**What is needed**:
Which lines belong in the answer? Exactly those from the line containing "Serialize what can be read in the map" through the last line of the records below, repeated as written.

Data entries
○ ○ ○ ○

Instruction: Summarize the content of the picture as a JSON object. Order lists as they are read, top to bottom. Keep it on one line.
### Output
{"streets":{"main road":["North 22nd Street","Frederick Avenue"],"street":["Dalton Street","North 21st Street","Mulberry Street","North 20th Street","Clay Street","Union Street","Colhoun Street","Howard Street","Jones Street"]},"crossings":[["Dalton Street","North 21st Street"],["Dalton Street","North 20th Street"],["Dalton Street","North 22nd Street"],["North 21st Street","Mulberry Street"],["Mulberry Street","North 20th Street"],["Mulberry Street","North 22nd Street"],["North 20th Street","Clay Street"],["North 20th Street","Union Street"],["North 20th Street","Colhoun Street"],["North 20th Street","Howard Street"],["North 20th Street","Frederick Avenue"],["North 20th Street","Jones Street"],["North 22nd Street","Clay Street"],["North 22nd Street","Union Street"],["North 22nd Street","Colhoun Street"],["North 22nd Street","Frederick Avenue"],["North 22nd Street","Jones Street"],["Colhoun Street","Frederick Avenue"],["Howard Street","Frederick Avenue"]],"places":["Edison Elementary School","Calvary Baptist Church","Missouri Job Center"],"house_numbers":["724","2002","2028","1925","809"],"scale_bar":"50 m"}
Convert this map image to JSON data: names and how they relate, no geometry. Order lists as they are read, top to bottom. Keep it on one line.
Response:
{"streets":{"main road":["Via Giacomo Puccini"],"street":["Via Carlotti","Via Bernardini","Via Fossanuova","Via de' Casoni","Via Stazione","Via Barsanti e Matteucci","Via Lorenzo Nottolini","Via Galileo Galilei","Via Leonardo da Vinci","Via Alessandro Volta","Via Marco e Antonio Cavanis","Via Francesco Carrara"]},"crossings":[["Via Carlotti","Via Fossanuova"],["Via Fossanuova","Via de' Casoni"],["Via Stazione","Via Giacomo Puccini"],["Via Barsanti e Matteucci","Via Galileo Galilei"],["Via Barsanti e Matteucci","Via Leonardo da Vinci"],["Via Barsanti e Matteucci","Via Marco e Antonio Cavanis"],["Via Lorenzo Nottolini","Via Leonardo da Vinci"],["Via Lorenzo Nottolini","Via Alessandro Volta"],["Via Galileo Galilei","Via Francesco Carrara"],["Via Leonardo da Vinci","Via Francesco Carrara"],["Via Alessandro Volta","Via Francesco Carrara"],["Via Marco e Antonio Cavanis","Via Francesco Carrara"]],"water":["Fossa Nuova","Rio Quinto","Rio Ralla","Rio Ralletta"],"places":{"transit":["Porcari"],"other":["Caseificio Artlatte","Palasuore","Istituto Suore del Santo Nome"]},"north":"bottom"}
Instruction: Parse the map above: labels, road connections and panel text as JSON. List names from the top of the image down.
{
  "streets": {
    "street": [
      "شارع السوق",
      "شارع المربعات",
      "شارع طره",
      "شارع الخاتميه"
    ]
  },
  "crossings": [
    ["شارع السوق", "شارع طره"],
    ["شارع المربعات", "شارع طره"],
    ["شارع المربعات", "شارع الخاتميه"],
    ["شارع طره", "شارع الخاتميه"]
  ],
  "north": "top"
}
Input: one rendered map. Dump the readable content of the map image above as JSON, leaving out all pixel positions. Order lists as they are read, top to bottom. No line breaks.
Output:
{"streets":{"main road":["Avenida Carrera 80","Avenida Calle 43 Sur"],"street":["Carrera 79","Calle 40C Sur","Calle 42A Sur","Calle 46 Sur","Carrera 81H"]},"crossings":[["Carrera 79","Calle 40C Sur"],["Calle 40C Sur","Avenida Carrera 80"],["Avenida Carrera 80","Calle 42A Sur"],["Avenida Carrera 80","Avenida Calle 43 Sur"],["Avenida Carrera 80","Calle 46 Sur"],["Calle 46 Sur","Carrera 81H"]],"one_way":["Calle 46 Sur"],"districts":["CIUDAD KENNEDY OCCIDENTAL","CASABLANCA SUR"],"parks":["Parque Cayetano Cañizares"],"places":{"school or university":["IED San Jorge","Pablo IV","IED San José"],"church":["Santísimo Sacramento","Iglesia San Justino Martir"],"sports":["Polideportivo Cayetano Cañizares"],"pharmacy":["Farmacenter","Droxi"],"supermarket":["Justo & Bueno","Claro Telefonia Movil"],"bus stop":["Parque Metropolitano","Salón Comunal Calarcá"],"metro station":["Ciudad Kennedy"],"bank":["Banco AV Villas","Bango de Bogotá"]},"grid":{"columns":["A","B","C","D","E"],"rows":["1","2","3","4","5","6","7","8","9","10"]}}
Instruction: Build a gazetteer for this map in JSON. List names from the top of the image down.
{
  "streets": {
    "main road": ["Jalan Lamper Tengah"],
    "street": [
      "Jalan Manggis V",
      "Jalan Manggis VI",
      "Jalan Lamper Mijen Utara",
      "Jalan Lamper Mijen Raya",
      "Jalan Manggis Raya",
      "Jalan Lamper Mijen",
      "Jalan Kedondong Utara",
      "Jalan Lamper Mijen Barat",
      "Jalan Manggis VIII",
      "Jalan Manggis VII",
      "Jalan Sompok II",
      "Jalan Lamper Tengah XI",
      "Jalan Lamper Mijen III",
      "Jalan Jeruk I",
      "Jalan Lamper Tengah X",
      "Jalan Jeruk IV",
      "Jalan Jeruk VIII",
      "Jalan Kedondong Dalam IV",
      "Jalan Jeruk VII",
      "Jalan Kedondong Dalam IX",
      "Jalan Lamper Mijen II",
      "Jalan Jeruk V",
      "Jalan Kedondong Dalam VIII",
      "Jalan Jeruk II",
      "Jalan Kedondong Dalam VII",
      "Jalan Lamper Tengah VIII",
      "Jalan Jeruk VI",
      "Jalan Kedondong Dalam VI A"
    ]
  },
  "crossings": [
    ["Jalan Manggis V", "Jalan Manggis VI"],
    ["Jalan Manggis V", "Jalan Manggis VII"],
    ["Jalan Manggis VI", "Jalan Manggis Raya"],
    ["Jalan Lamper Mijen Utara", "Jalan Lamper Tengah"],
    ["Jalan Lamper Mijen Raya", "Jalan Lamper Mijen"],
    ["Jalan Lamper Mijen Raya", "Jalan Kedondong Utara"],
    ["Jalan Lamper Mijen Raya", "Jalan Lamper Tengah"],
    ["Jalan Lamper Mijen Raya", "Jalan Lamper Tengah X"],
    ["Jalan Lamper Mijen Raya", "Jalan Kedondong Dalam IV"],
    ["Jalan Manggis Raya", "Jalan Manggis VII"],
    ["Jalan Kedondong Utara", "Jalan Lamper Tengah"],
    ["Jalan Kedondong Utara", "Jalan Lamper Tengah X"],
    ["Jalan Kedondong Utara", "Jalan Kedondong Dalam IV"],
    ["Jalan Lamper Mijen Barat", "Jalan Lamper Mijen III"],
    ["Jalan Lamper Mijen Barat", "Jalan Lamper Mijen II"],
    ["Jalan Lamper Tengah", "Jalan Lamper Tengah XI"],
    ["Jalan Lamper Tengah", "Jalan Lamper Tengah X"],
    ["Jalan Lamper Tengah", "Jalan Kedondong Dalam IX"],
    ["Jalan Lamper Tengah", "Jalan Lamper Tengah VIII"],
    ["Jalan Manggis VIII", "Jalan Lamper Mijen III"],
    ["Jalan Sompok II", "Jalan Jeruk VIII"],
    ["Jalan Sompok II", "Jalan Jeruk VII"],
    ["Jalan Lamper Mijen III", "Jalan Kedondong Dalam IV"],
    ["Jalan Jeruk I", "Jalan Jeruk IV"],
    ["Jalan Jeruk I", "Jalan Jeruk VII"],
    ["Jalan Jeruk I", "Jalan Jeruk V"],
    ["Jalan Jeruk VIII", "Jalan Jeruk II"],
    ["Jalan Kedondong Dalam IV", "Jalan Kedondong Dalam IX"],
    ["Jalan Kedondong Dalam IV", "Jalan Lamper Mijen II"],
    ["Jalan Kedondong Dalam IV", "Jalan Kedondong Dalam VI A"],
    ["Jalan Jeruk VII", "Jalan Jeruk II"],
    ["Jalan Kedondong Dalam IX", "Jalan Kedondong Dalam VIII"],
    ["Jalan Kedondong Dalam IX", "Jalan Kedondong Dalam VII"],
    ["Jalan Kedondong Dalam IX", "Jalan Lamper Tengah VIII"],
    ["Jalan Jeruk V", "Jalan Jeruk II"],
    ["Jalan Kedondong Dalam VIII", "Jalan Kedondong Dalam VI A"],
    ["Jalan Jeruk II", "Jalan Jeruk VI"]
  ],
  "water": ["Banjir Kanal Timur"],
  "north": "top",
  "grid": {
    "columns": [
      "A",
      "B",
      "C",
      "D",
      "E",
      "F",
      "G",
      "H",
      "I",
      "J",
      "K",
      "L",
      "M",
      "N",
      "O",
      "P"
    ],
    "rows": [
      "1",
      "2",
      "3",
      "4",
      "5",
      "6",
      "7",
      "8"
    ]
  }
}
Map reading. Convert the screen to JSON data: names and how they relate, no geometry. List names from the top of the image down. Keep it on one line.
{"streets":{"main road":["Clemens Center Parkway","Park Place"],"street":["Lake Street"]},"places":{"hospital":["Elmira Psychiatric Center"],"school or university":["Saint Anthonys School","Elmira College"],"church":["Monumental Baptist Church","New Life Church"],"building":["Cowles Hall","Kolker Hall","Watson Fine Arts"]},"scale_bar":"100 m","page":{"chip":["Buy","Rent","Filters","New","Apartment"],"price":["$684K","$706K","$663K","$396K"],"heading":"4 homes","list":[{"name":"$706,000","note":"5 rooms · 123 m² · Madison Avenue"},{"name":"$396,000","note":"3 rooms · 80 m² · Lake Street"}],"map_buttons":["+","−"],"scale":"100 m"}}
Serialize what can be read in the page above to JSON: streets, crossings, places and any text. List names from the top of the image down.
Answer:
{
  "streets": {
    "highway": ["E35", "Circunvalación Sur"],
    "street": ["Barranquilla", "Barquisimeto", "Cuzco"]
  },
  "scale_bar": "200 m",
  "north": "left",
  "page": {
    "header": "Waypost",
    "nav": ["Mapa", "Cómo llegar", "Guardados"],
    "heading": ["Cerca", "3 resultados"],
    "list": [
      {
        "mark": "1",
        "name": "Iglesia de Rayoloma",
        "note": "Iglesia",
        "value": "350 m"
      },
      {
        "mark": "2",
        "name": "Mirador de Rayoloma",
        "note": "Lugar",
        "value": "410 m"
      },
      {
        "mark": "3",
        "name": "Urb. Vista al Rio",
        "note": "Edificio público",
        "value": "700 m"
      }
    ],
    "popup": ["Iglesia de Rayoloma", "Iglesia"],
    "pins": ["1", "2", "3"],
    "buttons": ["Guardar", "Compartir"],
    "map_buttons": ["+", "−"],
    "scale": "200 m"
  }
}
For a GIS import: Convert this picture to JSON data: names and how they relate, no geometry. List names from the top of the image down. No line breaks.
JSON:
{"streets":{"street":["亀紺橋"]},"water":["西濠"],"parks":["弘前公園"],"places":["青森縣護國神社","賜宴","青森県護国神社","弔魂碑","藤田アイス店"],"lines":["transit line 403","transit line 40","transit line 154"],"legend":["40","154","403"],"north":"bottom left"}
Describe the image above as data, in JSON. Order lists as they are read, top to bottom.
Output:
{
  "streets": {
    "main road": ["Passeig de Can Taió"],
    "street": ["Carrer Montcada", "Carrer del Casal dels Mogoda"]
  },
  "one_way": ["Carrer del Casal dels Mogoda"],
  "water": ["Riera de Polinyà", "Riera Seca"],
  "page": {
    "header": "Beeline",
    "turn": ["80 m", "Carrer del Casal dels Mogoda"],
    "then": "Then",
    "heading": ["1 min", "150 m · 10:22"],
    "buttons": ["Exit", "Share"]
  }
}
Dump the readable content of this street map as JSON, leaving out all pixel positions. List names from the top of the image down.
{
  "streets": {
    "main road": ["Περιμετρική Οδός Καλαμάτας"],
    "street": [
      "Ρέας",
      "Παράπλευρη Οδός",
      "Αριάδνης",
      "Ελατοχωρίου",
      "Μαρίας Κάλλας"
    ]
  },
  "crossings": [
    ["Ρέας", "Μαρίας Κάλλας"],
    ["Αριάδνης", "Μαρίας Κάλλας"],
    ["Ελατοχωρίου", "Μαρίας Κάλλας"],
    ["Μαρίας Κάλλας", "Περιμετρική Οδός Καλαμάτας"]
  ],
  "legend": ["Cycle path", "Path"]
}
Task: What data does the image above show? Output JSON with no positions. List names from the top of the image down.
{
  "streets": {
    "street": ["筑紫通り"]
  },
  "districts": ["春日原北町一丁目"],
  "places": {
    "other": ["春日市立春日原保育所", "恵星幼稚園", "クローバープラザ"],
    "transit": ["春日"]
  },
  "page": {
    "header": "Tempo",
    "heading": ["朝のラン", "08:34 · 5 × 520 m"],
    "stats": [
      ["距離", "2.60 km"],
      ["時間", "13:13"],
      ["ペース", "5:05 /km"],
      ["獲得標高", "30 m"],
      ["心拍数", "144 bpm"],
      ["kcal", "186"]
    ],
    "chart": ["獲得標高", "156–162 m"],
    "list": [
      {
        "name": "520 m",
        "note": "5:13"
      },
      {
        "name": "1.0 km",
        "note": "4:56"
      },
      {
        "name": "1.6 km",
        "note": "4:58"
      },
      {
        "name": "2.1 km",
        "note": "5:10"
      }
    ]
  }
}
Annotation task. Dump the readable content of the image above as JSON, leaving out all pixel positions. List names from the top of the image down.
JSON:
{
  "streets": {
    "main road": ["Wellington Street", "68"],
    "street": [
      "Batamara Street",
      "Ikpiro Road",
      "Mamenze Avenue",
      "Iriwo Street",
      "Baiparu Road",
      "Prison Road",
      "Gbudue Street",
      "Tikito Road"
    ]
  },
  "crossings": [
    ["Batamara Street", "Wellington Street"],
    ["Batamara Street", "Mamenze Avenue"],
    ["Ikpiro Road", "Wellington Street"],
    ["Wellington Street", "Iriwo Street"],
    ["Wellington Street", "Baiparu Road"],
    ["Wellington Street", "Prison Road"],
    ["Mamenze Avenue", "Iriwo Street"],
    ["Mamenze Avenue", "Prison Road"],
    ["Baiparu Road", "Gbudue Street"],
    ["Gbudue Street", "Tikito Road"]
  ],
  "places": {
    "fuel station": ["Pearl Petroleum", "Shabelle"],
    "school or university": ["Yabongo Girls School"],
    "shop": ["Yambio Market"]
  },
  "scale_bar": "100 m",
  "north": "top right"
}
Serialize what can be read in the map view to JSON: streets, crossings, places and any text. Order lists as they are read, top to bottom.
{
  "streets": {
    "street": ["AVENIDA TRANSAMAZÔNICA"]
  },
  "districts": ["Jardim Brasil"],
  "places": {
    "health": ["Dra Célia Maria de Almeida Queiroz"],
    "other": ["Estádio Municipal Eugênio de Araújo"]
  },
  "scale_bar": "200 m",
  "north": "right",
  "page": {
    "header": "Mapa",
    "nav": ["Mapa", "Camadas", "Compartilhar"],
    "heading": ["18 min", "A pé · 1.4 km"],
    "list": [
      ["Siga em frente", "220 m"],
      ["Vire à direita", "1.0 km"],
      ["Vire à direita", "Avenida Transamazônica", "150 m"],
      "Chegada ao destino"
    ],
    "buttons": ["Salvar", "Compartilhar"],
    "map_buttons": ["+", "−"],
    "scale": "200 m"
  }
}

○ ○ ○ ○

**Answer box**:
Serialize what can be read in the map view to JSON: streets, crossings, places and any text. Order lists as they are read, top to bottom.
{
  "streets": {
    "street": ["AVENIDA TRANSAMAZÔNICA"]
  },
  "districts": ["Jardim Brasil"],
  "places": {
    "health": ["Dra Célia Maria de Almeida Queiroz"],
    "other": ["Estádio Municipal Eugênio de Araújo"]
  },
  "scale_bar": "200 m",
  "north": "right",
  "page": {
    "header": "Mapa",
    "nav": ["Mapa", "Camadas", "Compartilhar"],
    "heading": ["18 min", "A pé · 1.4 km"],
    "list": [
      ["Siga em frente", "220 m"],
      ["Vire à direita", "1.0 km"],
      ["Vire à direita", "Avenida Transamazônica", "150 m"],
      "Chegada ao destino"
    ],
    "buttons": ["Salvar", "Compartilhar"],
    "map_buttons": ["+", "−"],
    "scale": "200 m"
  }
}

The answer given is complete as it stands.